Islamic education in Post-Soviet Tajikistan: A tool in creating and sustaining the nation state

Document Type

Book Chapter

ISBN

9781910744017

Editor

Malini Sivasubramaniam and Ruth Hayhoe

Series

Oxford studies in comparative education

Publication (Name of Journal)

Religion and education: Comparative and international perspectives

Department

Institute for Educational Development, Karachi

Publisher

Symposium Books

City

Oxford

Abstract

Central Asia has become a site not only of Islamic revival, but also of a heated contestation between diverse local and international interpretations and versions of Islam and Islamic education. Islam, and subsequently Islamic education, are key highlights of post-Soviet development all across Central Asia.

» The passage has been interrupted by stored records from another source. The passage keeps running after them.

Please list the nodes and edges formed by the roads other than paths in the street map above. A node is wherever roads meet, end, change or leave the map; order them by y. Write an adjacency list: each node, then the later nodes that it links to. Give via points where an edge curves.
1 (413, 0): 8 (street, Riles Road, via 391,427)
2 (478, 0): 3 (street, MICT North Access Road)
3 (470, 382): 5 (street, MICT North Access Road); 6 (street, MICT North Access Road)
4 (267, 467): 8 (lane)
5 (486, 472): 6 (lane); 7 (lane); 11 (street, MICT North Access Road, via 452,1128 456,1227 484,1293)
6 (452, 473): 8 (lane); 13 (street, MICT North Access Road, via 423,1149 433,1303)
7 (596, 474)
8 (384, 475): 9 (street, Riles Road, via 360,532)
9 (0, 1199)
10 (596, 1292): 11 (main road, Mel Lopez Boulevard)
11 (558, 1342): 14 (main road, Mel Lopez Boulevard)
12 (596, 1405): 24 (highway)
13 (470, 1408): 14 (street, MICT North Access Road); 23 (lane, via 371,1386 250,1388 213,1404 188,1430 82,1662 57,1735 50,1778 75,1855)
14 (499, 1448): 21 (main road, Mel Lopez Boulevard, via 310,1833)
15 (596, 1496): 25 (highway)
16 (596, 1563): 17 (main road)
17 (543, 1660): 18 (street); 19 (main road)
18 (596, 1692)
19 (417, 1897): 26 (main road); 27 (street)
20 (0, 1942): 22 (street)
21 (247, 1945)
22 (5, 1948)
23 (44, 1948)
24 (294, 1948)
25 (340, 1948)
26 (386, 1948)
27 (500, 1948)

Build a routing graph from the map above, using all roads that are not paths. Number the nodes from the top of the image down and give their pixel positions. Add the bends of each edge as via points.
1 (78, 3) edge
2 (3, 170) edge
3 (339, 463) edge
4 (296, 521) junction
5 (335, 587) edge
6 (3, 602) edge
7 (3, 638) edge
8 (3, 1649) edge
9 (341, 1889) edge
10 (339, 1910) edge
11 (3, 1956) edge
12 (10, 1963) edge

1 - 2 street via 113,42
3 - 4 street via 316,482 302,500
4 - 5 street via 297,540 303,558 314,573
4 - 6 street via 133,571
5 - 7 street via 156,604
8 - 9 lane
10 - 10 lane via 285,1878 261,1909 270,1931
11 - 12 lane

This chapter takes Tajikistan as a case study, because it is in this country that Islamic education became most prominent in the initial post-Soviet landscape. The chapter takes the reader on a brief journey into the continuity and changes in Islamic education over the last 30 years since Perestroika (1985), when a window for religious education in Central Asia opened up as the country emerged from the Soviet Union’s collapse, survived five years of civil war, began its market-oriented development trajectory and internal political and social consolidation as an independent state, as well as carved a space for itself in the global geo-politics. The chapter speaks to the purpose, forms, pedagogy, content and challenges of Islamic education in post-Soviet Tajikistan.